:: REQUIRED ACTION ::
Find how many lines in the material contain "Landmark"; your answer should be that number alone.

:: GIVEN ENTRIES ::
========

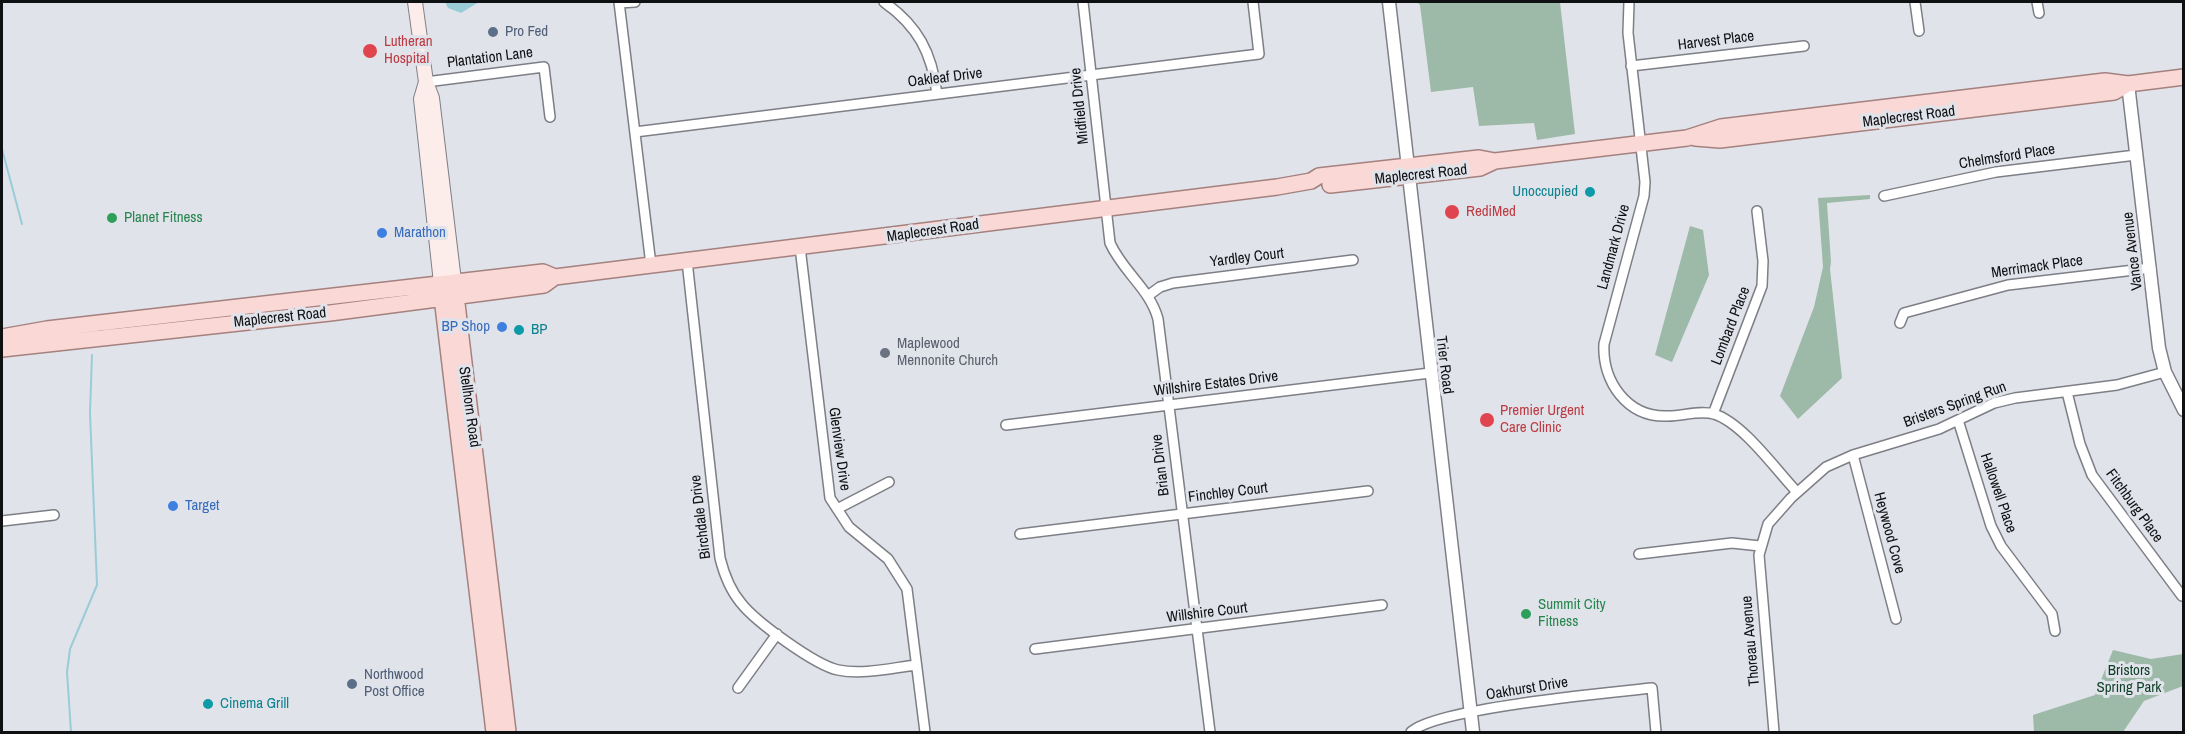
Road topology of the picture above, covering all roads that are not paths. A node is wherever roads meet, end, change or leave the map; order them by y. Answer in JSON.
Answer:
{"nodes":[{"id":1,"x":415,"y":2,"type":"edge"},
{"id":2,"x":619,"y":2,"type":"edge"},
{"id":3,"x":634,"y":2,"type":"edge"},
{"id":4,"x":884,"y":2,"type":"edge"},
{"id":5,"x":1083,"y":2,"type":"edge"},
{"id":6,"x":1253,"y":2,"type":"edge"},
{"id":7,"x":1389,"y":2,"type":"edge"},
{"id":8,"x":1629,"y":2,"type":"edge"},
{"id":9,"x":1915,"y":2,"type":"edge"},
{"id":10,"x":2037,"y":2,"type":"edge"},
{"id":11,"x":2039,"y":14,"type":"dead end"},
{"id":12,"x":1919,"y":31,"type":"dead end"},
{"id":13,"x":1804,"y":46,"type":"dead end"},
{"id":14,"x":1632,"y":66,"type":"junction"},
{"id":15,"x":1091,"y":75,"type":"junction"},
{"id":16,"x":2184,"y":77,"type":"edge"},
{"id":17,"x":426,"y":82,"type":"junction"},
{"id":18,"x":2128,"y":84,"type":"junction"},
{"id":19,"x":937,"y":94,"type":"junction"},
{"id":20,"x":550,"y":117,"type":"dead end"},
{"id":21,"x":635,"y":132,"type":"junction"},
{"id":22,"x":1641,"y":143,"type":"junction"},
{"id":23,"x":2136,"y":155,"type":"junction"},
{"id":24,"x":1407,"y":171,"type":"junction"},
{"id":25,"x":1884,"y":196,"type":"dead end"},
{"id":26,"x":1106,"y":208,"type":"junction"},
{"id":27,"x":1757,"y":211,"type":"dead end"},
{"id":28,"x":800,"y":248,"type":"junction"},
{"id":29,"x":1353,"y":260,"type":"dead end"},
{"id":30,"x":687,"y":261,"type":"junction"},
{"id":31,"x":651,"y":265,"type":"junction"},
{"id":32,"x":2151,"y":268,"type":"junction"},
{"id":33,"x":448,"y":289,"type":"junction"},
{"id":34,"x":1149,"y":295,"type":"junction"},
{"id":35,"x":1900,"y":323,"type":"dead end"},
{"id":36,"x":2,"y":337,"type":"edge"},
{"id":37,"x":2,"y":349,"type":"edge"},
{"id":38,"x":2165,"y":372,"type":"junction"},
{"id":39,"x":1430,"y":373,"type":"junction"},
{"id":40,"x":2067,"y":392,"type":"junction"},
{"id":41,"x":1169,"y":405,"type":"junction"},
{"id":42,"x":2184,"y":410,"type":"edge"},
{"id":43,"x":1713,"y":414,"type":"junction"},
{"id":44,"x":1958,"y":420,"type":"junction"},
{"id":45,"x":1006,"y":425,"type":"dead end"},
{"id":46,"x":1853,"y":455,"type":"junction"},
{"id":47,"x":889,"y":482,"type":"dead end"},
{"id":48,"x":1368,"y":491,"type":"dead end"},
{"id":49,"x":1797,"y":492,"type":"junction"},
{"id":50,"x":837,"y":509,"type":"junction"},
{"id":51,"x":1182,"y":514,"type":"junction"},
{"id":52,"x":54,"y":515,"type":"dead end"},
{"id":53,"x":2,"y":521,"type":"edge"},
{"id":54,"x":1020,"y":534,"type":"dead end"},
{"id":55,"x":1760,"y":546,"type":"junction"},
{"id":56,"x":1639,"y":554,"type":"dead end"},
{"id":57,"x":2182,"y":596,"type":"dead end"},
{"id":58,"x":1382,"y":606,"type":"dead end"},
{"id":59,"x":1896,"y":619,"type":"dead end"},
{"id":60,"x":1197,"y":629,"type":"junction"},
{"id":61,"x":2055,"y":632,"type":"dead end"},
{"id":62,"x":777,"y":634,"type":"junction"},
{"id":63,"x":1035,"y":649,"type":"dead end"},
{"id":64,"x":916,"y":665,"type":"junction"},
{"id":65,"x":738,"y":688,"type":"dead end"},
{"id":66,"x":1471,"y":713,"type":"junction"},
{"id":67,"x":494,"y":732,"type":"edge"},
{"id":68,"x":508,"y":732,"type":"edge"},
{"id":69,"x":925,"y":732,"type":"edge"},
{"id":70,"x":1210,"y":732,"type":"edge"},
{"id":71,"x":1411,"y":732,"type":"edge"},
{"id":72,"x":1473,"y":732,"type":"edge"},
{"id":73,"x":1656,"y":732,"type":"edge"},
{"id":74,"x":1774,"y":732,"type":"edge"}],
"edges":[{"from":1,"to":17,"type":"main road","name":"Stellhorn Road"},
{"from":2,"to":3,"type":"street"},
{"from":2,"to":21,"type":"street"},
{"from":4,"to":19,"type":"street"},
{"from":5,"to":15,"type":"street","name":"Midfield Drive"},
{"from":6,"to":15,"type":"street","name":"Oakleaf Drive"},
{"from":7,"to":24,"type":"street","name":"Trier Road"},
{"from":8,"to":14,"type":"street","name":"Landmark Drive"},
{"from":9,"to":12,"type":"street"},
{"from":10,"to":11,"type":"street"},
{"from":13,"to":14,"type":"street","name":"Harvest Place"},
{"from":14,"to":22,"type":"street","name":"Landmark Drive"},
{"from":15,"to":19,"type":"street","name":"Oakleaf Drive"},
{"from":15,"to":26,"type":"street","name":"Midfield Drive"},
{"from":16,"to":18,"type":"main road","name":"Maplecrest Road"},
{"from":17,"to":20,"type":"street","name":"Plantation Lane"},
{"from":17,"to":33,"type":"main road","name":"Stellhorn Road"},
{"from":18,"to":22,"type":"main road","name":"Maplecrest Road"},
{"from":18,"to":23,"type":"street","name":"Vance Avenue"},
{"from":19,"to":21,"type":"street","name":"Oakleaf Drive"},
{"from":21,"to":31,"type":"street"},
{"from":22,"to":24,"type":"main road","name":"Maplecrest Road"},
{"from":22,"to":43,"type":"street","name":"Landmark Drive"},
{"from":23,"to":25,"type":"street","name":"Chelmsford Place"},
{"from":23,"to":32,"type":"street","name":"Vance Avenue"},
{"from":24,"to":26,"type":"main road","name":"Maplecrest Road"},
{"from":24,"to":39,"type":"street","name":"Trier Road"},
{"from":26,"to":28,"type":"main road","name":"Maplecrest Road"},
{"from":26,"to":34,"type":"street","name":"Brian Drive"},
{"from":27,"to":43,"type":"street","name":"Lombard Place"},
{"from":28,"to":30,"type":"main road","name":"Maplecrest Road"},
{"from":28,"to":50,"type":"street","name":"Glenview Drive"},
{"from":29,"to":34,"type":"street","name":"Yardley Court"},
{"from":30,"to":31,"type":"main road","name":"Maplecrest Road"},
{"from":30,"to":62,"type":"street","name":"Birchdale Drive"},
{"from":31,"to":33,"type":"main road","name":"Maplecrest Road"},
{"from":32,"to":35,"type":"street","name":"Merrimack Place"},
{"from":32,"to":38,"type":"street","name":"Vance Avenue"},
{"from":33,"to":36,"type":"main road","name":"Maplecrest Road"},
{"from":33,"to":37,"type":"main road","name":"Maplecrest Road"},
{"from":33,"to":67,"type":"main road","name":"Stellhorn Road"},
{"from":33,"to":68,"type":"main road","name":"Stellhorn Road"},
{"from":34,"to":41,"type":"street","name":"Brian Drive"},
{"from":38,"to":40,"type":"street","name":"Bristers Spring Run"},
{"from":38,"to":42,"type":"street","name":"Vance Avenue"},
{"from":39,"to":41,"type":"street","name":"Willshire Estates Drive"},
{"from":39,"to":66,"type":"street","name":"Trier Road"},
{"from":40,"to":44,"type":"street","name":"Bristers Spring Run"},
{"from":40,"to":57,"type":"street","name":"Fitchburg Place"},
{"from":41,"to":45,"type":"street","name":"Willshire Estates Drive"},
{"from":41,"to":51,"type":"street","name":"Brian Drive"},
{"from":43,"to":49,"type":"street"},
{"from":44,"to":46,"type":"street","name":"Bristers Spring Run"},
{"from":44,"to":61,"type":"street","name":"Hallowell Place"},
{"from":46,"to":49,"type":"street","name":"Bristers Spring Run"},
{"from":46,"to":59,"type":"street","name":"Heywood Cove"},
{"from":47,"to":50,"type":"street"},
{"from":48,"to":51,"type":"street","name":"Finchley Court"},
{"from":49,"to":55,"type":"street","name":"Bristers Spring Run"},
{"from":50,"to":64,"type":"street","name":"Glenview Drive"},
{"from":51,"to":54,"type":"street","name":"Finchley Court"},
{"from":51,"to":60,"type":"street","name":"Brian Drive"},
{"from":52,"to":53,"type":"street"},
{"from":55,"to":56,"type":"street"},
{"from":55,"to":74,"type":"street","name":"Thoreau Avenue"},
{"from":58,"to":60,"type":"street","name":"Willshire Court"},
{"from":60,"to":63,"type":"street","name":"Willshire Court"},
{"from":60,"to":70,"type":"street","name":"Brian Drive"},
{"from":62,"to":64,"type":"street","name":"Birchdale Drive"},
{"from":62,"to":65,"type":"street"},
{"from":64,"to":69,"type":"street","name":"Glenview Drive"},
{"from":66,"to":71,"type":"street","name":"Oakhurst Drive"},
{"from":66,"to":72,"type":"street","name":"Trier Road"},
{"from":66,"to":73,"type":"street","name":"Oakhurst Drive"}]}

========

:: EXERCISE ANSWER ::
3